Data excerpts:
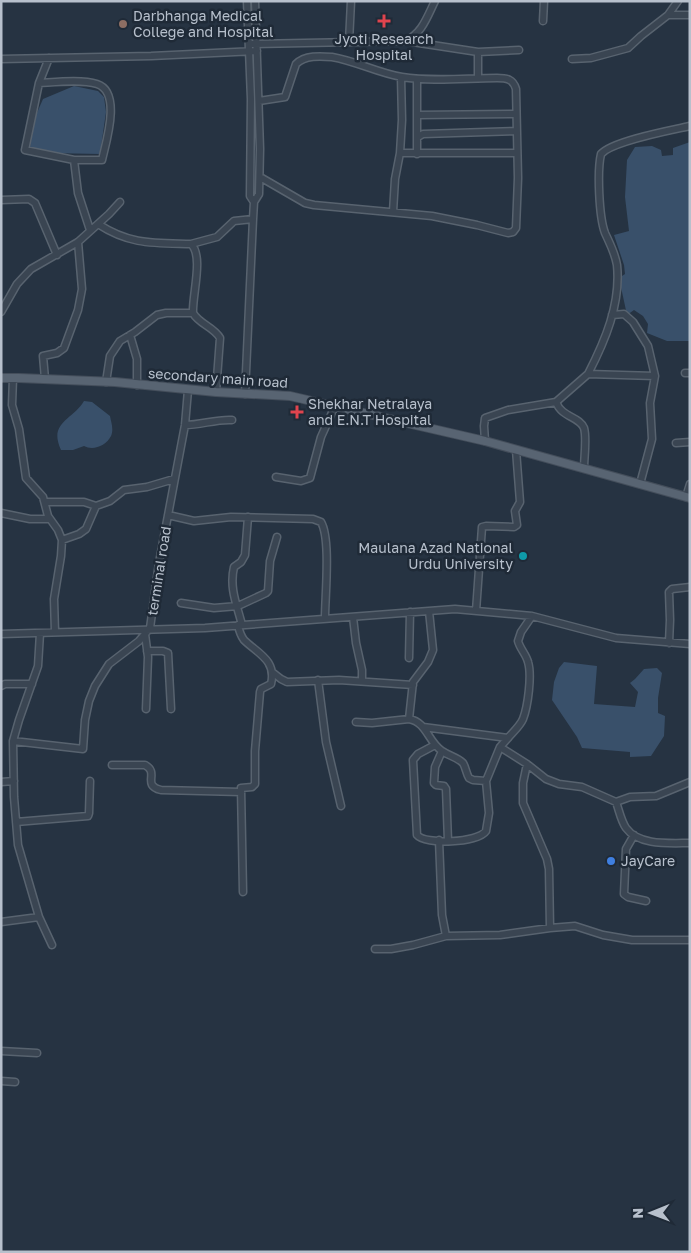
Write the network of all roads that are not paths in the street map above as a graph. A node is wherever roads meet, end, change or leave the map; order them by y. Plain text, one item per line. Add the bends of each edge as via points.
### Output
1 (247, 1) edge
2 (255, 1) edge
3 (351, 1) edge
4 (435, 1) edge
5 (544, 1) edge
6 (678, 1) edge
7 (690, 14) edge
8 (668, 15) junction
9 (543, 21) dead end
10 (405, 41) junction
11 (348, 42) junction
12 (253, 44) junction
13 (519, 50) dead end
14 (257, 51) junction
15 (249, 52) junction
16 (478, 52) junction
17 (49, 58) junction
18 (1, 59) edge
19 (572, 59) dead end
20 (401, 77) junction
21 (478, 78) junction
22 (417, 79) junction
23 (39, 82) junction
24 (259, 101) junction
25 (516, 114) junction
26 (418, 115) junction
27 (251, 118) junction
28 (259, 118) junction
29 (690, 126) edge
30 (516, 131) junction
31 (418, 137) junction
32 (400, 153) junction
33 (516, 153) junction
34 (417, 154) junction
35 (74, 160) junction
36 (260, 177) junction
37 (1, 200) edge
38 (120, 202) dead end
39 (254, 202) junction
40 (393, 212) junction
41 (252, 220) junction
42 (98, 224) junction
43 (90, 230) junction
44 (78, 242) junction
45 (191, 244) junction
46 (57, 255) junction
47 (1, 312) edge
48 (193, 313) junction
49 (612, 315) junction
50 (130, 335) junction
51 (588, 374) junction
52 (655, 376) junction
53 (1, 378) edge
54 (13, 378) junction
55 (45, 379) junction
56 (106, 382) junction
57 (137, 385) junction
58 (188, 390) junction
59 (216, 392) junction
60 (245, 394) junction
61 (556, 402) junction
62 (335, 406) junction
63 (232, 420) dead end
64 (185, 424) junction
65 (485, 441) junction
66 (690, 442) edge
67 (676, 444) dead end
68 (516, 450) junction
69 (584, 468) junction
70 (276, 476) dead end
71 (174, 479) junction
72 (640, 484) junction
73 (690, 484) edge
74 (688, 497) edge
75 (45, 502) junction
76 (96, 506) junction
77 (1, 513) edge
78 (168, 515) junction
79 (248, 517) junction
80 (49, 519) junction
81 (277, 537) dead end
82 (62, 540) junction
83 (690, 587) edge
84 (181, 603) dead end
85 (238, 606) junction
86 (476, 610) junction
87 (430, 611) junction
88 (410, 612) junction
89 (532, 616) junction
90 (353, 617) junction
91 (325, 618) junction
92 (240, 625) junction
93 (147, 631) junction
94 (55, 632) junction
95 (40, 633) junction
96 (1, 634) edge
97 (669, 643) junction
98 (690, 644) edge
99 (147, 651) junction
100 (410, 658) dead end
101 (272, 672) junction
102 (318, 680) junction
103 (362, 681) junction
104 (32, 684) junction
105 (413, 685) junction
106 (1, 686) edge
107 (146, 709) dead end
108 (171, 709) dead end
109 (409, 719) junction
110 (356, 722) dead end
111 (423, 727) junction
112 (508, 738) junction
113 (13, 741) junction
114 (435, 745) junction
115 (500, 747) junction
116 (442, 751) junction
117 (527, 764) junction
118 (112, 765) dead end
119 (14, 781) junction
120 (90, 781) dead end
121 (486, 781) junction
122 (1, 782) edge
123 (690, 782) edge
124 (241, 792) junction
125 (616, 802) junction
126 (341, 806) dead end
127 (16, 822) junction
128 (634, 835) junction
129 (439, 840) junction
130 (448, 841) junction
131 (690, 843) edge
132 (243, 892) dead end
133 (646, 901) dead end
134 (39, 917) junction
135 (1, 922) edge
136 (550, 928) junction
137 (446, 936) junction
138 (690, 940) edge
139 (52, 945) dead end
140 (375, 949) dead end
141 (1, 1052) edge
142 (37, 1053) dead end
143 (1, 1081) edge
144 (15, 1082) dead end

1 - 12 street
2 - 12 street
3 - 11 street
4 - 10 street via 420,31
5 - 9 street
6 - 8 street
7 - 8 street
8 - 19 street via 628,48 591,58
10 - 11 street
10 - 16 street
11 - 12 street
12 - 14 street
12 - 15 street
13 - 16 street
14 - 15 street
14 - 24 street
15 - 17 street
15 - 27 street
16 - 21 street
17 - 18 street
17 - 23 street
20 - 22 street
20 - 24 street via 342,59 310,57 296,64 285,97
20 - 32 street
21 - 22 street
21 - 25 street via 504,78 513,82
22 - 26 street
23 - 35 street via 25,150
23 - 35 street via 99,84 108,92 111,102 109,130 102,160
24 - 28 street
25 - 26 street
25 - 30 street
26 - 31 street
27 - 28 street
27 - 39 street via 250,196
28 - 36 street
29 - 49 street via 610,147 601,154 602,222 616,265 617,290
30 - 31 street via 423,134
30 - 33 street
31 - 34 street
32 - 34 street
32 - 40 street
33 - 34 street
33 - 40 street via 517,223 513,232
35 - 43 street via 78,193
36 - 39 street via 259,194
36 - 40 street via 305,203
37 - 46 street via 29,199 35,203
38 - 42 street
39 - 41 street
41 - 45 street via 234,221 217,237
41 - 60 street
42 - 43 street
42 - 45 street via 130,240
43 - 44 street
44 - 46 street
44 - 55 street via 82,289 78,310 64,348 43,357
45 - 48 street via 197,258
46 - 47 street via 24,274
48 - 50 street via 161,314
48 - 59 street via 220,338
49 - 51 street via 602,348
49 - 52 street via 624,314 633,322 648,346
50 - 56 street via 120,341 110,356
50 - 57 street via 137,359
51 - 52 street
51 - 61 street
52 - 72 street via 650,403 652,439
53 - 54 main road, secondary main road
54 - 55 main road, secondary main road
54 - 75 street via 12,405 19,429 24,472
55 - 56 main road, secondary main road
56 - 57 main road, secondary main road
57 - 58 main road, secondary main road
58 - 59 main road, secondary main road
58 - 64 street, terminal road
59 - 60 main road, secondary main road
60 - 62 main road, secondary main road via 290,396
61 - 65 street via 508,410 485,418
61 - 69 street via 560,411 579,422 584,429
62 - 65 main road, secondary main road
62 - 70 street via 321,437 310,478
63 - 64 street
64 - 71 street, terminal road
65 - 68 main road, secondary main road
66 - 67 street
68 - 69 main road, secondary main road
68 - 86 street via 520,499 515,511 517,525 482,528
69 - 72 main road, secondary main road
71 - 76 street via 124,490 110,501
71 - 78 street, terminal road
72 - 74 main road, secondary main road
73 - 74 street
75 - 76 street via 84,502
75 - 80 street
76 - 82 street via 86,529
77 - 80 street
78 - 79 street via 194,521
78 - 93 street, terminal road
79 - 85 street via 245,555 233,569 233,596
79 - 91 street via 321,522 326,549
80 - 82 street
81 - 85 street via 270,561 268,592
82 - 94 street via 54,598
83 - 97 street via 669,592
84 - 85 street via 214,608
85 - 92 street
86 - 87 street
86 - 89 street
87 - 88 street
87 - 105 street via 433,650
88 - 90 street
88 - 100 street
89 - 97 street via 616,638
89 - 112 street via 518,638 530,667 524,713 520,725
90 - 91 street
90 - 103 street
91 - 92 street
92 - 93 street
92 - 101 street via 243,638 266,659
93 - 94 street
93 - 99 street
93 - 113 street, terminal road via 109,664 94,686 85,720 83,749
94 - 95 street
95 - 96 street
95 - 104 street via 38,666
97 - 98 street
99 - 107 street
99 - 108 street via 168,653
101 - 102 street via 287,682
101 - 124 street via 270,684 260,692 254,786 242,788
102 - 103 street
102 - 126 street via 326,742
103 - 105 street
104 - 106 street
104 - 113 street
105 - 109 street
109 - 110 street
109 - 111 street
111 - 112 street
111 - 114 street
112 - 115 street
113 - 119 street
114 - 116 street
114 - 129 street via 413,760 415,812 419,838
115 - 117 street
115 - 121 street
116 - 121 street via 458,759 469,778
116 - 130 street via 435,767 434,783 446,789
117 - 125 street via 546,780 582,787
117 - 136 street via 523,803 547,859
118 - 124 street via 145,765 152,771 153,788 160,790
119 - 122 street
119 - 127 street
120 - 127 street via 88,816
121 - 130 street via 489,813 486,831 473,839
123 - 125 street via 656,796 630,797
124 - 132 street
125 - 128 street via 624,823
127 - 134 street via 18,845
128 - 131 street via 656,842
128 - 133 street via 626,849 624,894
129 - 130 street
129 - 137 street
134 - 135 street
134 - 139 street
136 - 137 street via 500,935
136 - 138 street via 575,926 632,940
137 - 140 street via 413,945
141 - 142 street
143 - 144 street

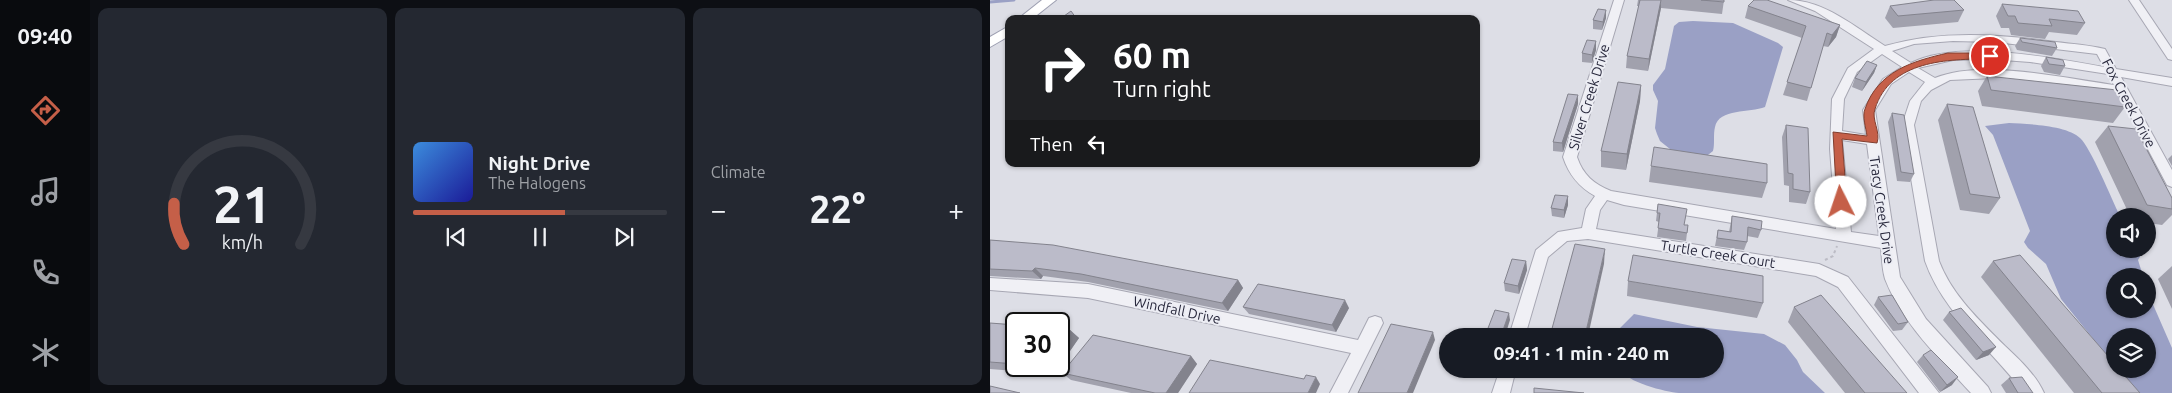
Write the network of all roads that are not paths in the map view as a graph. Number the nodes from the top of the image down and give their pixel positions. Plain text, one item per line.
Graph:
1 (1618, 0) edge
2 (1793, 0) edge
3 (2134, 0) edge
4 (1048, 1) edge
5 (1029, 15) edge
6 (1005, 33) edge
7 (990, 43) edge
8 (1884, 50) junction
9 (2172, 57) edge
10 (1909, 67) junction
11 (2111, 71) junction
12 (2172, 73) edge
13 (1933, 82) junction
14 (2172, 82) edge
15 (2122, 90) junction
16 (1836, 134) junction
17 (1873, 140) junction
18 (2172, 182) edge
19 (1604, 194) junction
20 (1588, 232) junction
21 (1841, 236) junction
22 (1886, 243) junction
23 (991, 286) edge
24 (1375, 324) dead end
25 (1519, 328) edge
26 (1361, 348) junction
27 (1505, 378) edge
28 (1340, 393) edge
29 (1500, 393) edge
30 (1930, 393) edge
31 (1982, 393) edge
32 (2035, 393) edge

1 - 19 street, Silver Creek Drive
2 - 8 street
3 - 9 street
4 - 5 main road
6 - 7 main road
8 - 10 street
8 - 11 street, Fox Creek Drive
8 - 16 street
10 - 11 street, Tracy Creek Drive
10 - 13 street
10 - 17 street, Tracy Creek Drive
11 - 12 street, Tracy Creek Drive
11 - 14 street, Tracy Creek Drive
11 - 15 street, Fox Creek Drive
13 - 15 street
13 - 32 street
15 - 18 street, Fox Creek Drive
16 - 17 street
16 - 21 street
17 - 22 street, Tracy Creek Drive
19 - 20 street
19 - 21 street, Silver Creek Drive
20 - 25 street, Turtle Creek Court
20 - 30 street, Turtle Creek Court
21 - 22 street, Silver Creek Drive
22 - 31 street, Tracy Creek Drive
23 - 26 street, Windfall Drive
24 - 26 street
26 - 28 street
27 - 29 street

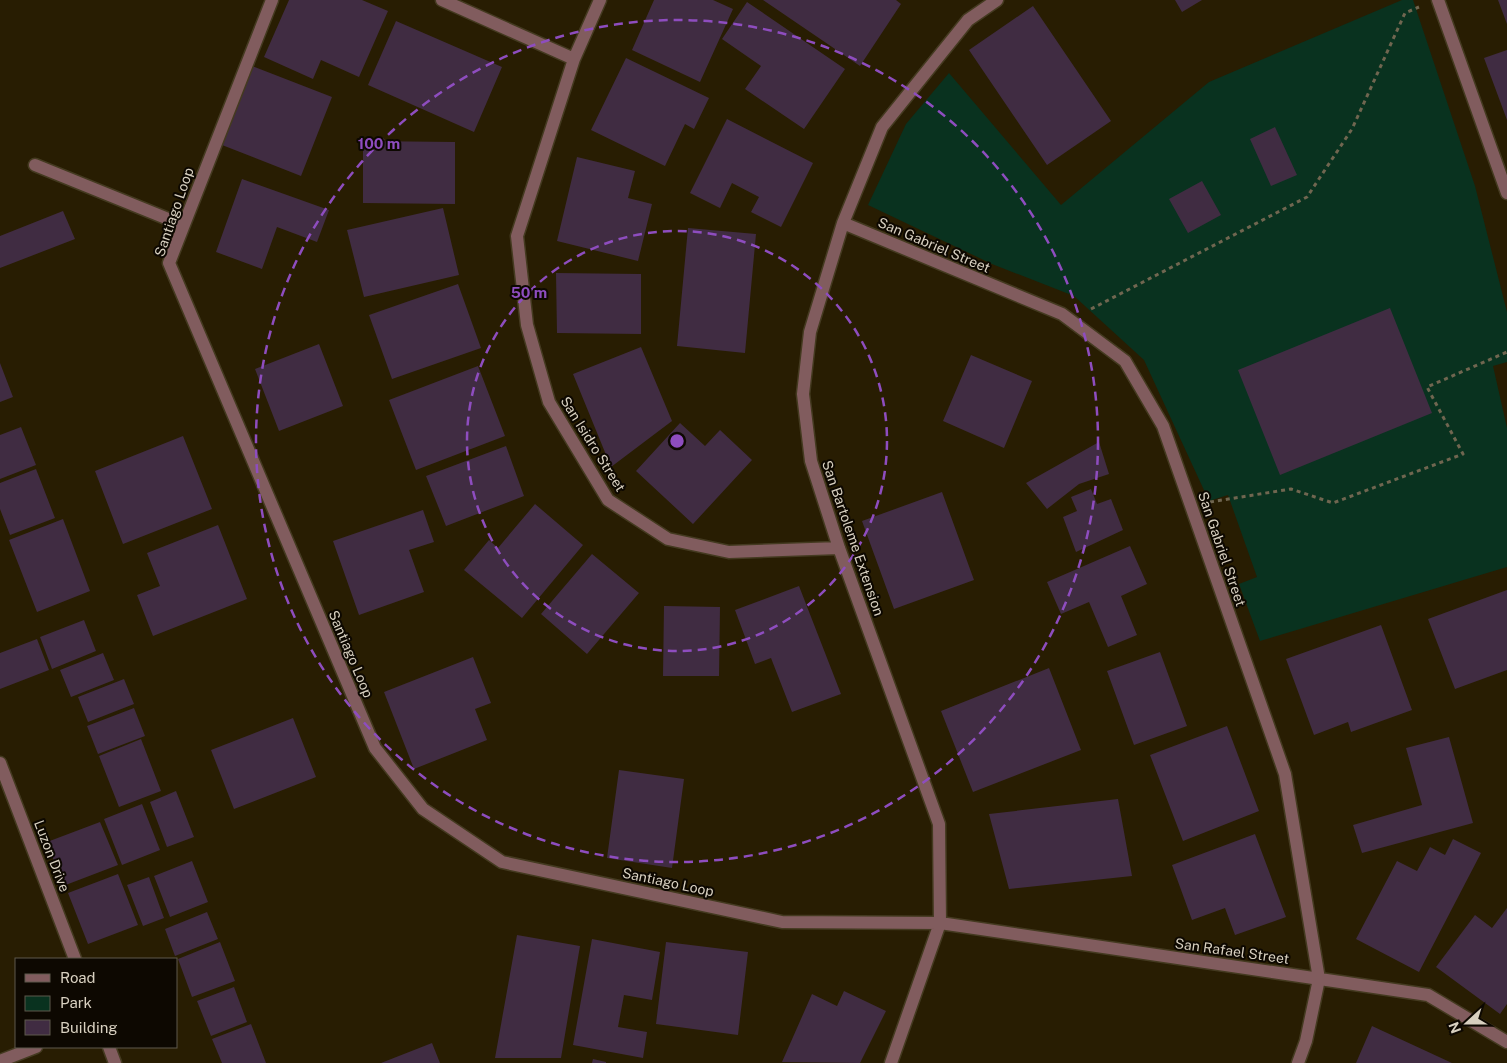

What this task involves: From the records above, return each line that has the string "roads".

Response to this task:
Write the network of all roads that are not paths in the street map above as a graph. A node is wherever roads meet, end, change or leave the map; order them by y. Plain text, one item per line. Add the bends of each edge as via points.
Write the network of all roads that are not paths in the map view as a graph. Number the nodes from the top of the image down and give their pixel positions. Plain text, one item per line.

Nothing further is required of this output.